EXERCISE :: From the data below, set down exactly the lines between the one holding "ring pip: (430, 355)" and the one holding "index dip: (658, 627)", inclusive, and no others.

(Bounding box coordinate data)
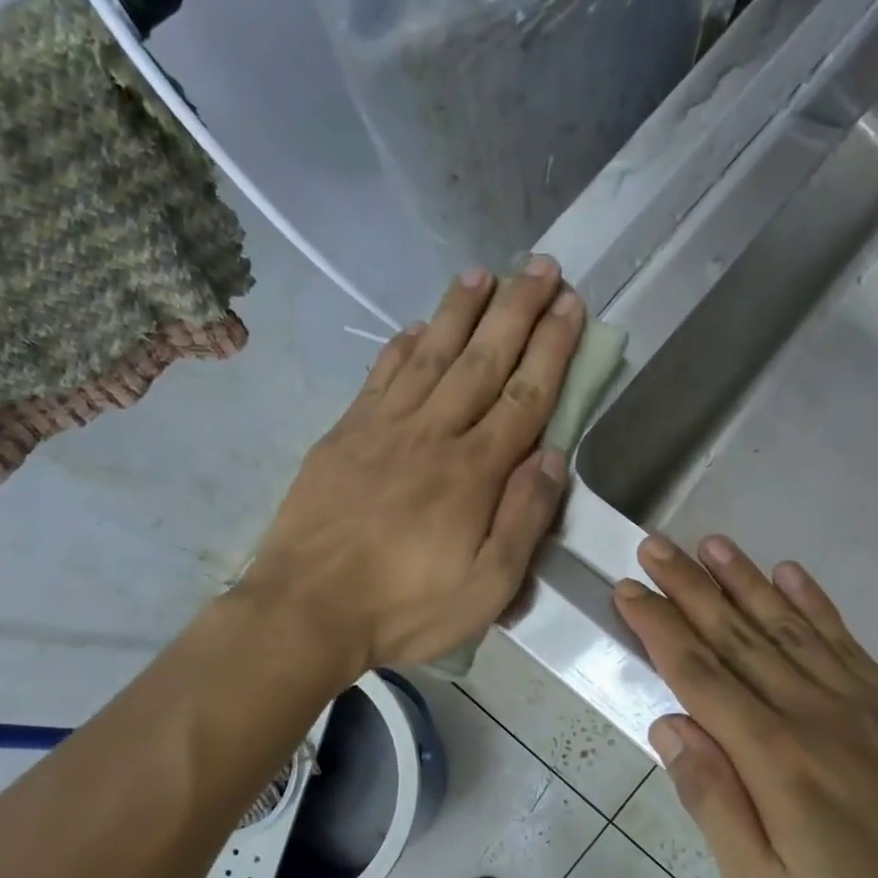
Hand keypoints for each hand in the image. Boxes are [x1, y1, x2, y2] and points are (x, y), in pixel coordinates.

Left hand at [242, 259, 583, 672]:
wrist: (305, 610)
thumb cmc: (405, 608)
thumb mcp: (487, 587)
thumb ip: (524, 519)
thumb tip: (553, 457)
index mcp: (473, 472)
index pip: (525, 396)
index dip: (552, 348)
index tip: (571, 305)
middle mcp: (432, 434)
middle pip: (483, 361)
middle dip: (517, 310)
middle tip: (541, 266)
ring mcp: (382, 429)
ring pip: (430, 355)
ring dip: (460, 311)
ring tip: (484, 273)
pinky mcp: (343, 436)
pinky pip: (379, 377)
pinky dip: (400, 346)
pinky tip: (415, 326)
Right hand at [614, 534, 877, 877]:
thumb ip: (713, 800)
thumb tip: (669, 726)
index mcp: (772, 757)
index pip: (698, 674)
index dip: (658, 627)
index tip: (627, 590)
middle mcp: (812, 711)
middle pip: (737, 635)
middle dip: (689, 587)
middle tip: (655, 546)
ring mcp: (863, 700)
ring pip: (788, 625)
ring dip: (745, 580)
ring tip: (711, 544)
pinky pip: (845, 639)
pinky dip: (813, 602)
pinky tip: (790, 573)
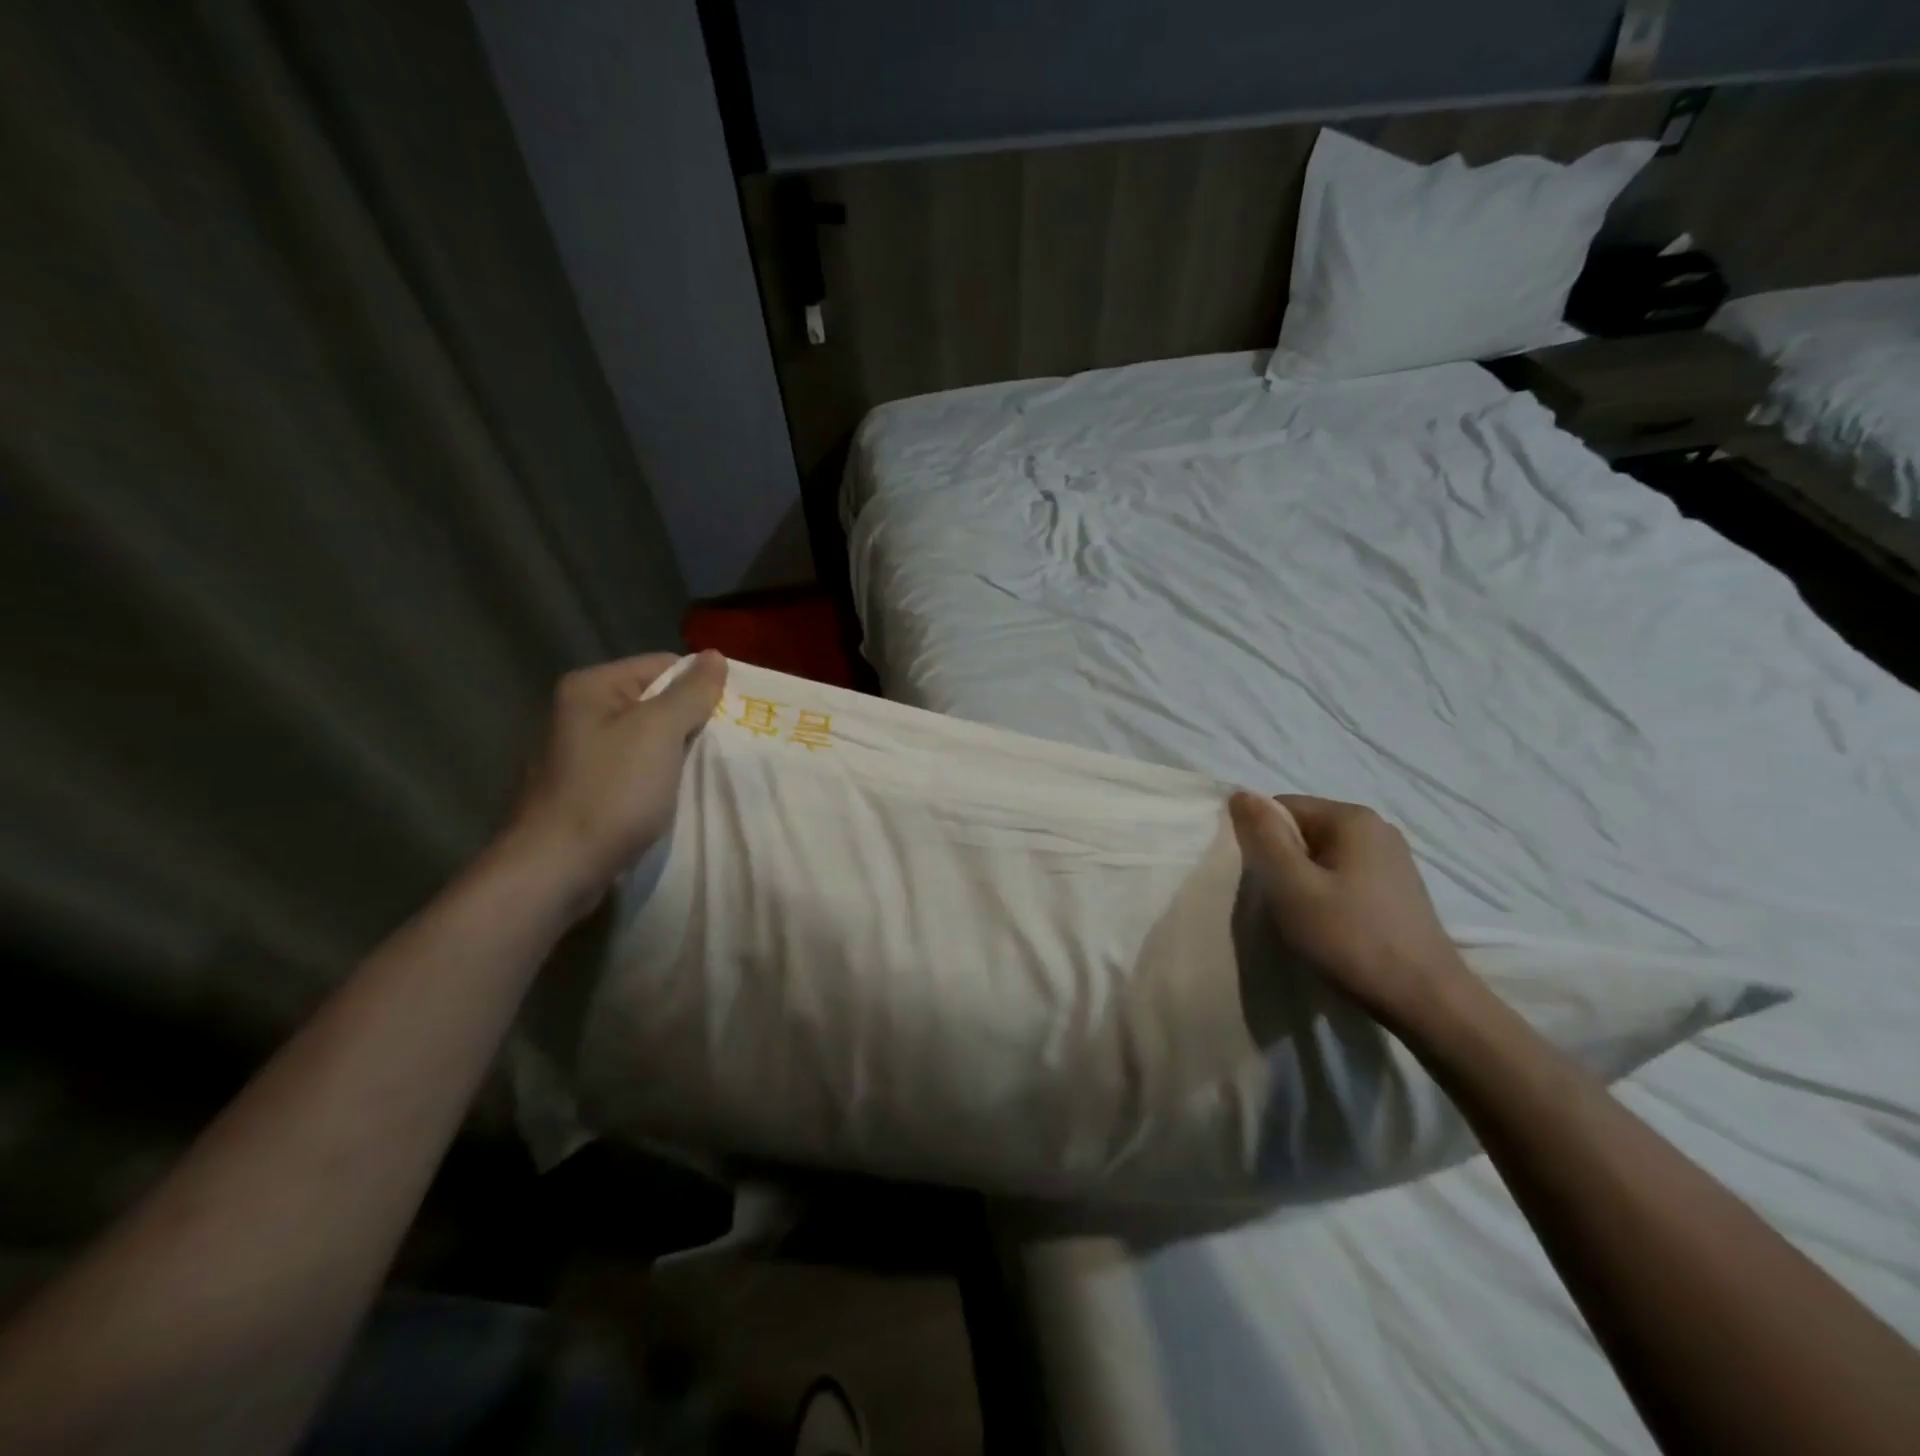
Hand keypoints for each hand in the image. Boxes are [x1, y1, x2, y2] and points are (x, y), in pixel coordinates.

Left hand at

WRITTEN ANSWER ::
ring pip: (430, 355)
ring dip: (460, 311)
ring tip: (484, 273)
pinky mcp: (343, 436)
pinky pip: (379, 377)
pinky dip: (400, 346)
pinky tip: (415, 326)
Right hand at [614, 534, 877, 877]:
thumb ip: (713, 800)
thumb tip: (669, 726)
index mcp: (772, 757)
index pip: (698, 674)
index dip: (658, 627)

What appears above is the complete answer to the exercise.